Al personale scolastico potrà essere attribuito un punteggio aggiuntivo del valore di 10 punti (sia per la mobilità territoriale che per quella professionale). Questo spetterà ai docenti che, per un periodo di tre anni, a decorrere dalle operazioni di mobilità dall’anno scolastico 2000/2001 e sino al 2007/2008, non hanno presentato domanda di trasferimento, o pur avendola presentata, l’hanno revocata nei termini previsti. L’attribuzione dei 10 punti avverrà a seguito di presentazione del docente di apposita dichiarazione personale e in questa il personale scolastico si dovranno elencare gli anni in cui non è stata presentata la domanda di mobilità volontaria in ambito provinciale.

Inoltre, è da tenere presente che nel computo del calcolo del punteggio dell’anzianità del servizio per la mobilità non deve essere conteggiato l’anno di servizio in corso (2018/2019).

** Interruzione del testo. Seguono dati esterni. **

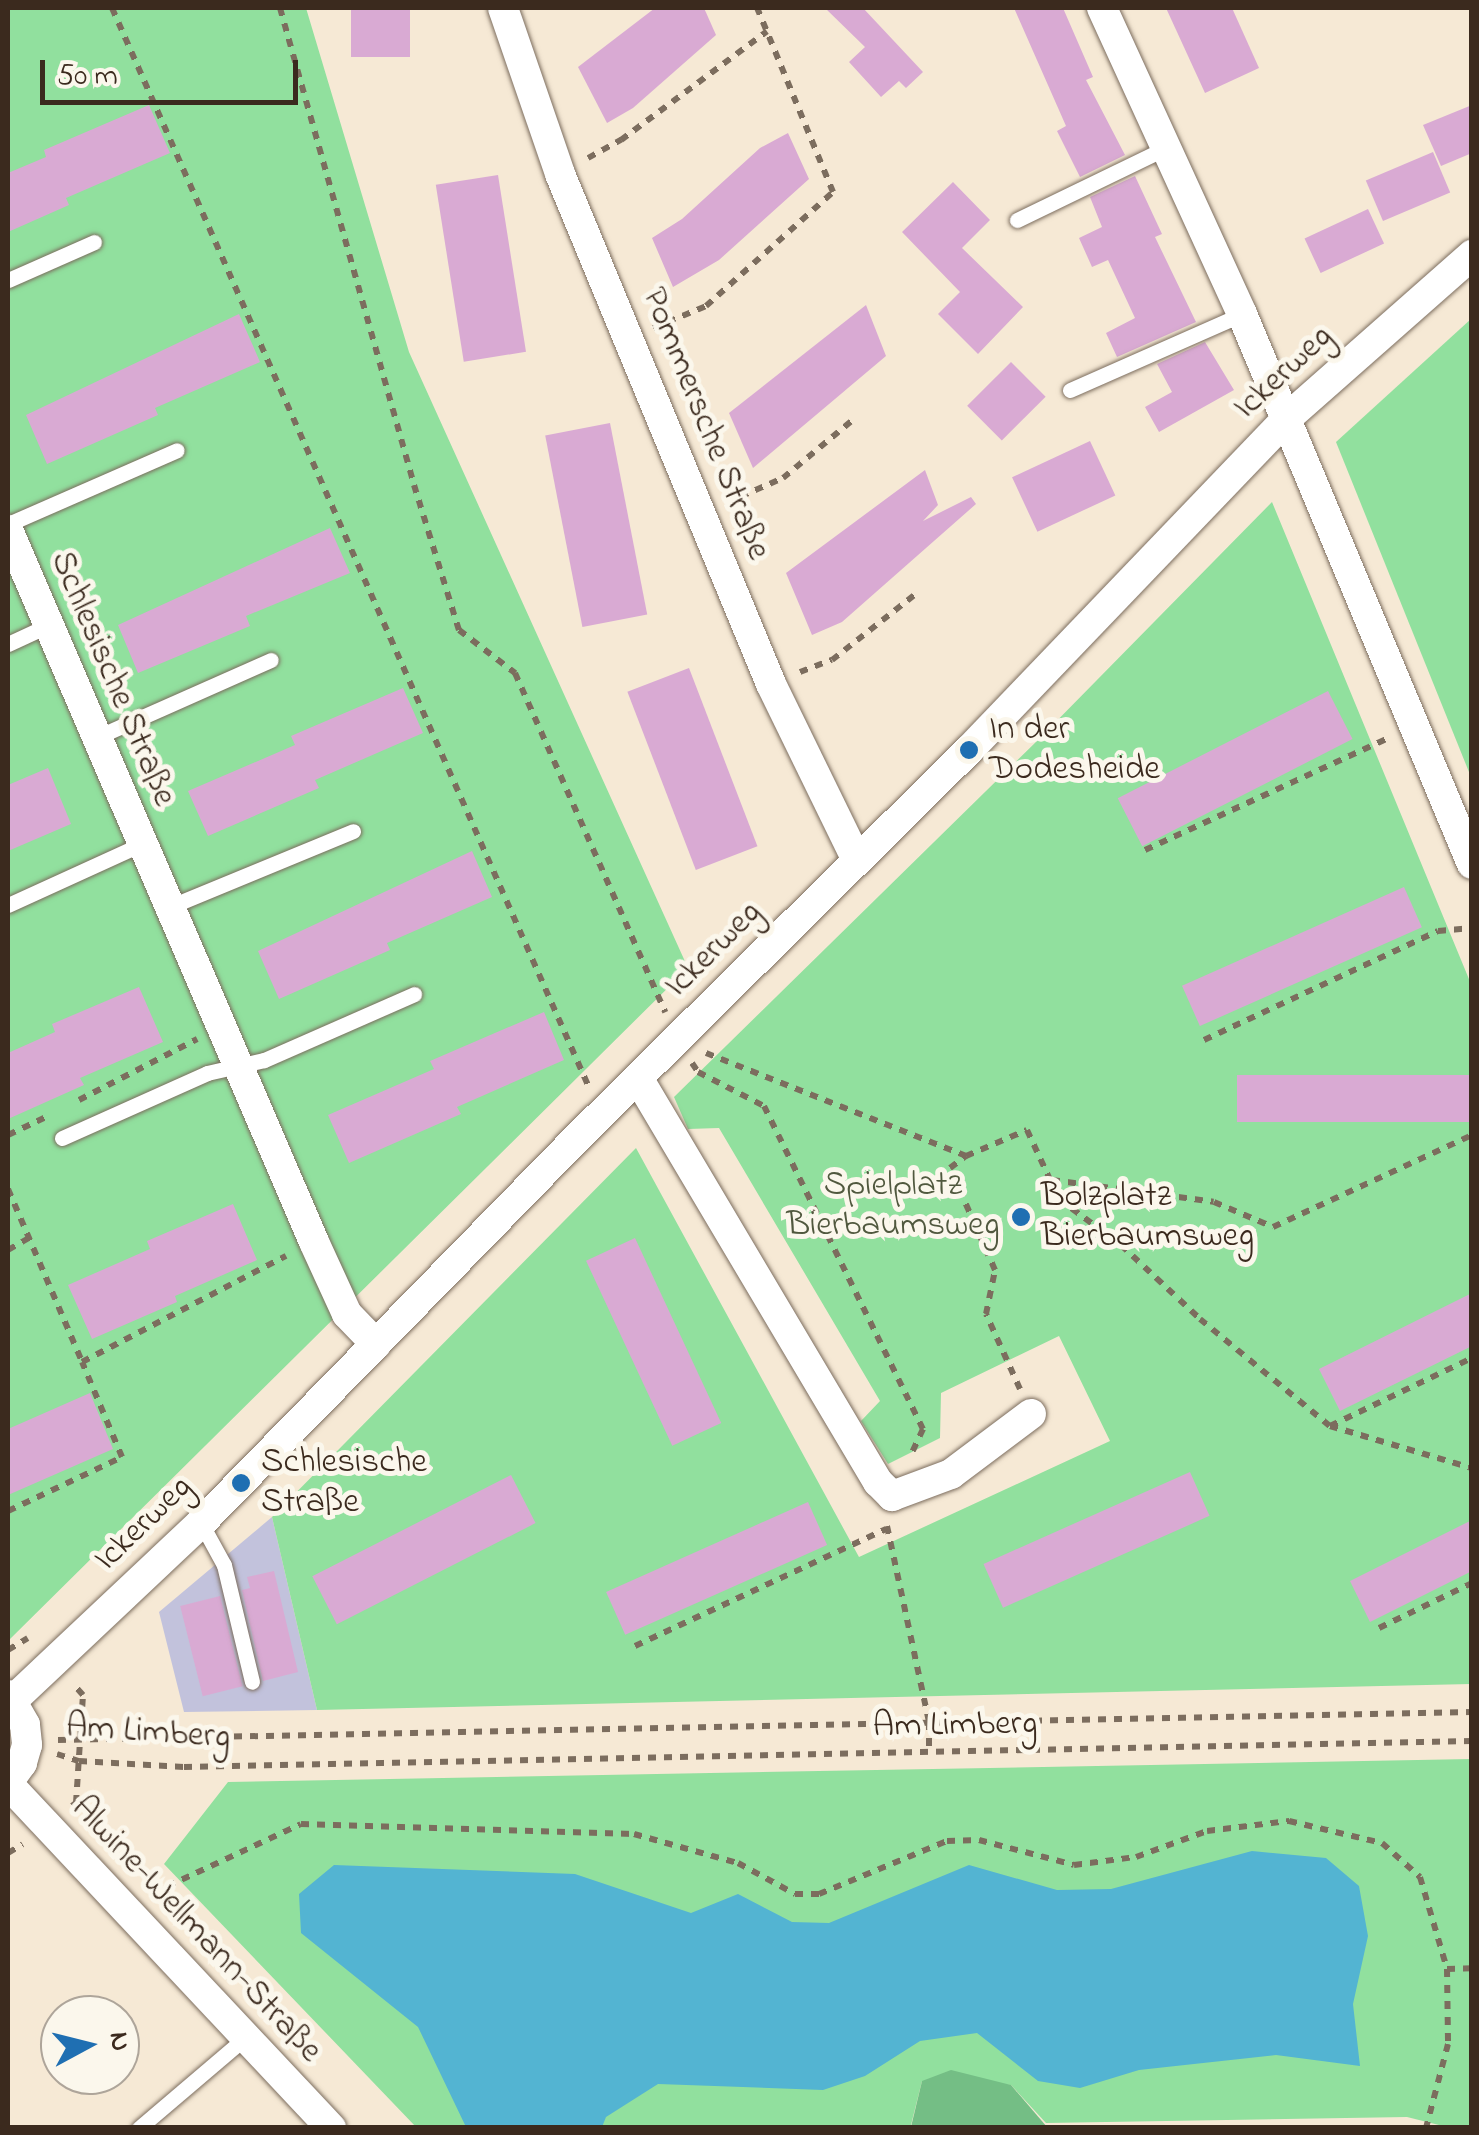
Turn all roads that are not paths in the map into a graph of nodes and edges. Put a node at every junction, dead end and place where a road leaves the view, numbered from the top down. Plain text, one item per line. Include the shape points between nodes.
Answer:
1 (503, 8) edge
2 (1102, 8) edge
3 (1168, 147) junction
4 (1016, 220) dead end
5 (94, 242) dead end
6 (1472, 255) edge
7 (8, 280) edge
8 (1242, 314) junction
9 (1070, 390) dead end
10 (1287, 418) junction
11 (177, 450) dead end
12 (8, 527) edge
13 (48, 625) junction
14 (8, 644) edge
15 (271, 660) dead end
16 (97, 736) junction
17 (353, 832) dead end
18 (142, 844) junction
19 (857, 860) junction
20 (1472, 864) edge
21 (8, 905) edge
22 (169, 907) junction
23 (414, 994) dead end
24 (238, 1067) junction
25 (638, 1078) junction
26 (62, 1138) dead end
27 (376, 1344) junction
28 (1031, 1414) road end
29 (201, 1523) junction
30 (252, 1682) dead end
31 (10, 1698) edge
32 (8, 1783) edge
33 (246, 2038) junction
34 (139, 2128) edge
35 (330, 2128) edge

1 - 19 street, Pommersche Straße via 560,174 771,684
2 - 3 street
3 - 4 lane
3 - 8 street
5 - 7 lane
6 - 10 street, Ickerweg
8 - 9 lane
8 - 10 street
10 - 19 street, Ickerweg
10 - 20 street
11 - 12 lane
12 - 13 street, Schlesische Straße
13 - 14 lane
13 - 16 street, Schlesische Straße
15 - 16 lane
16 - 18 street, Schlesische Straße
17 - 22 lane
18 - 21 lane
18 - 22 street, Schlesische Straße
19 - 25 street, Ickerweg
22 - 24 street, Schlesische Straße
23 - 24 lane
24 - 26 lane via 207,1073
24 - 27 street, Schlesische Straße via 347,1314
25 - 27 street, Ickerweg
25 - 28 street via 892,1496 951,1474
27 - 29 street, Ickerweg
29 - 30 lane via 224,1565
29 - 31 street, Ickerweg
31 - 32 street via 27,1745
32 - 33 street, Alwine-Wellmann-Straße
33 - 34 lane
33 - 35 street, Alwine-Wellmann-Straße

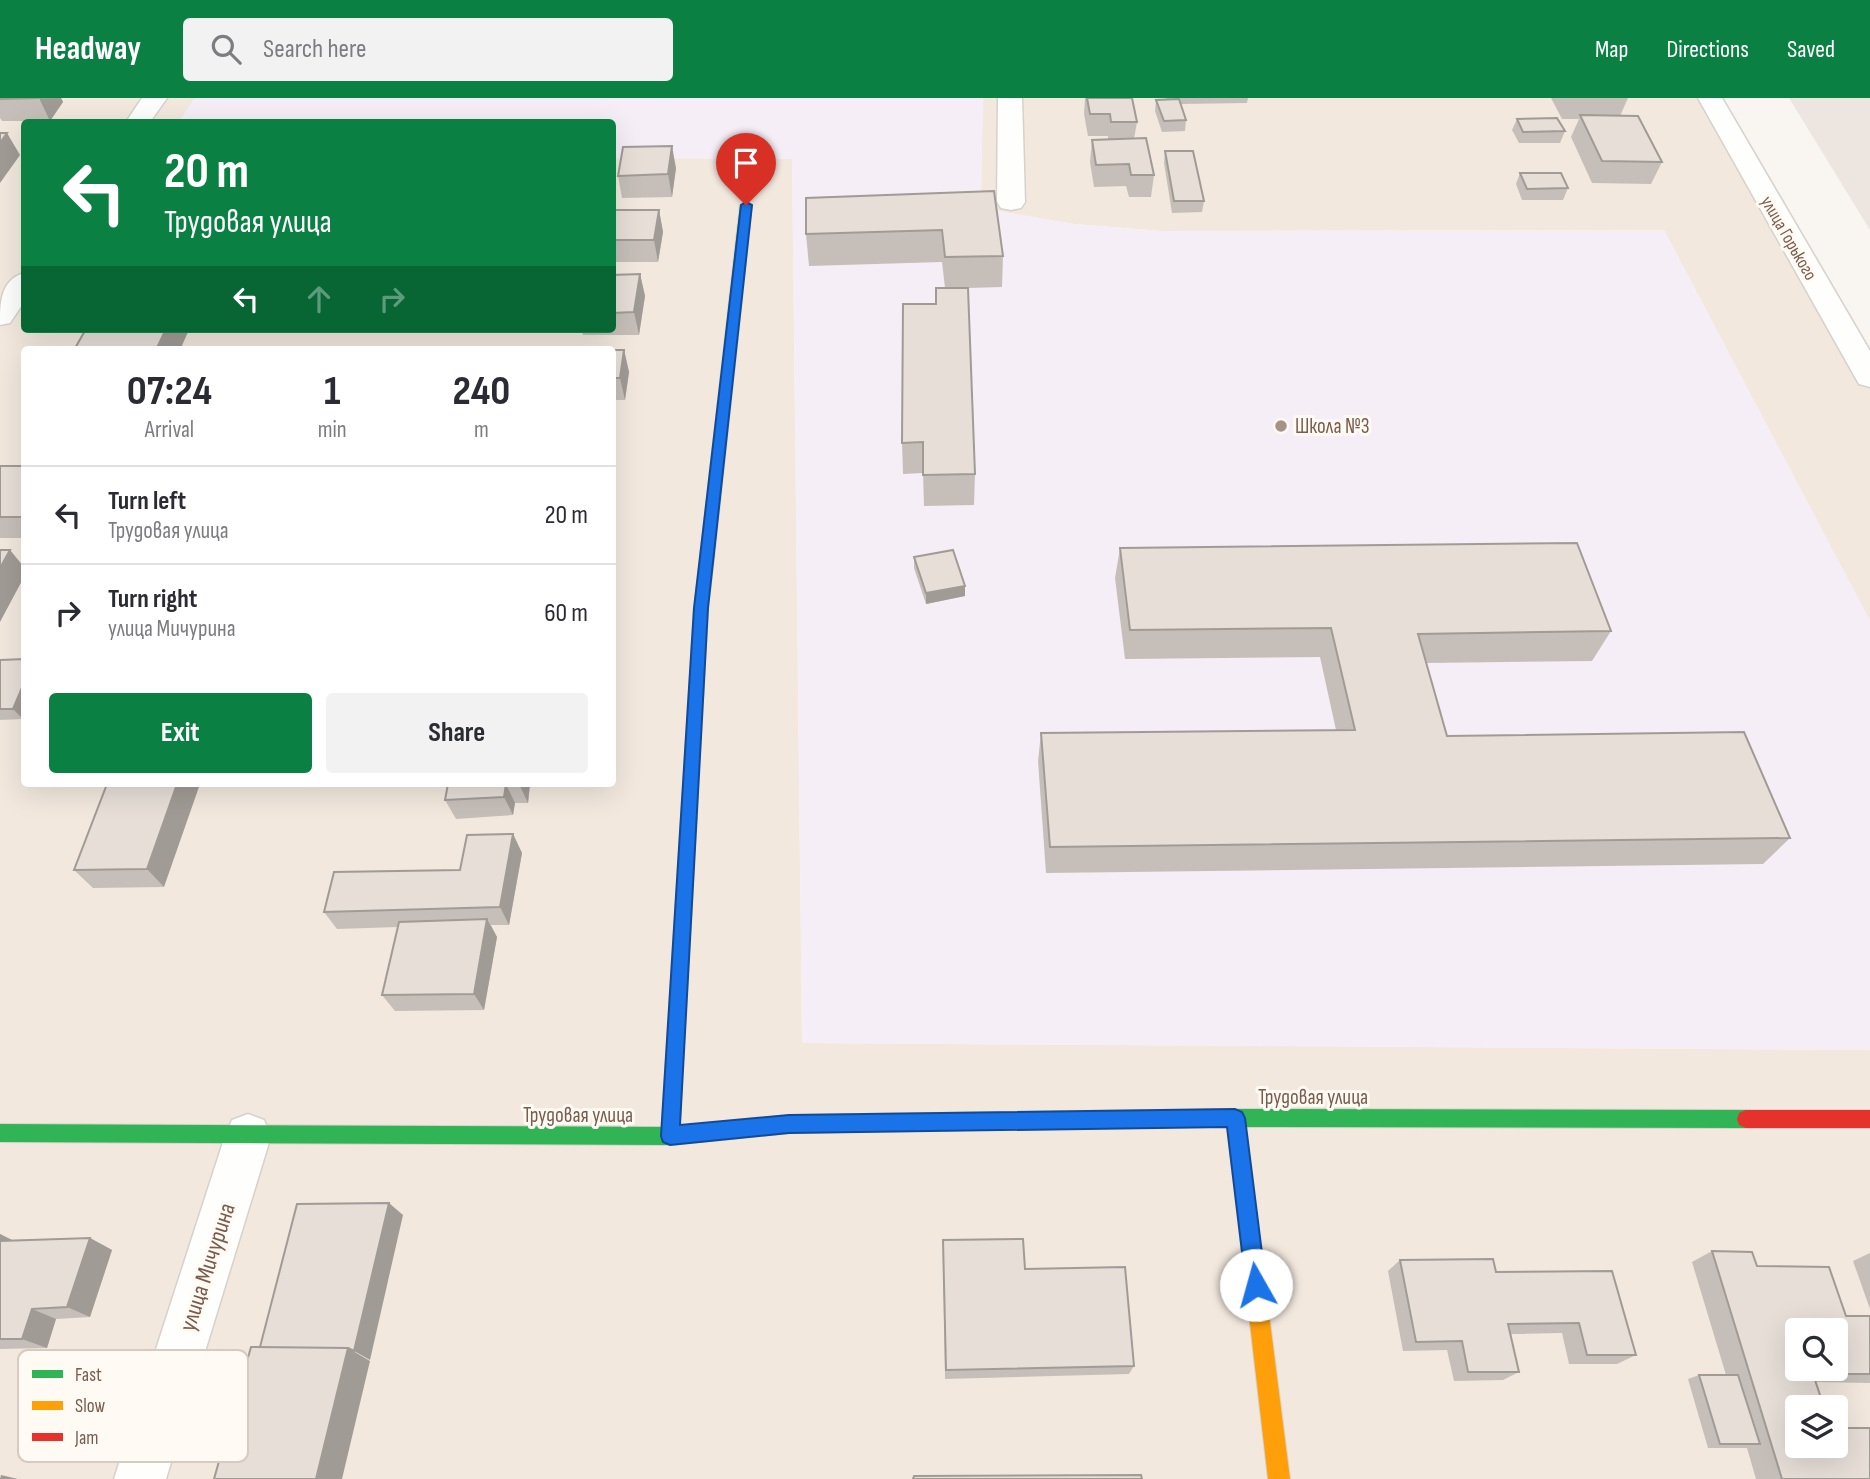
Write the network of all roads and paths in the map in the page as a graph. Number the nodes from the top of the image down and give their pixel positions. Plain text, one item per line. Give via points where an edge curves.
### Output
1 (155, 98) edge
2 (1010, 98) edge
3 (1710, 98) edge
4 (140, 119) edge
5 (1010, 202) dead end
6 (746, 205) dead end
7 (21, 286) edge
8 (0, 316) edge
9 (1870, 377) edge
10 (1235, 1118) junction
11 (1870, 1119) edge
12 (0, 1132) edge
13 (248, 1136) junction
14 (670, 1136) junction
15 (181, 1350) edge
16 (145, 1462) edge
17 (140, 1479) edge
18 (1279, 1479) edge

1 - 4 street
2 - 5 street
3 - 9 street, улица Горького
6 - 14 street via 701,608
7 - 8 street
10 - 11 street, Трудовая улица
10 - 14 street, Трудовая улица via 789,1124
10 - 18 street
12 - 13 street, Трудовая улица
13 - 14 street, Трудовая улица
13 - 15 street, улица Мичурина
16 - 17 street, улица Мичурина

Infine, ricordiamo che restano valide le precedenze per esigenze di famiglia e che per queste sono previsti da 3 a 6 punti, a seconda della situazione in cui ci si trova (6 punti per la cura e l’assistenza dei figli minorati, del coniuge, ovvero del genitore). Per il personale scolastico con figli di età inferiore ai 6 anni saranno attribuiti 4 punti, per quelli di età superiore ai 6 anni e sino ai 18 anni si attribuiscono 3 punti (stessi punti anche per i figli inabili al lavoro). Ogni condizione particolare dovrà comunque essere accertata da appositi certificati.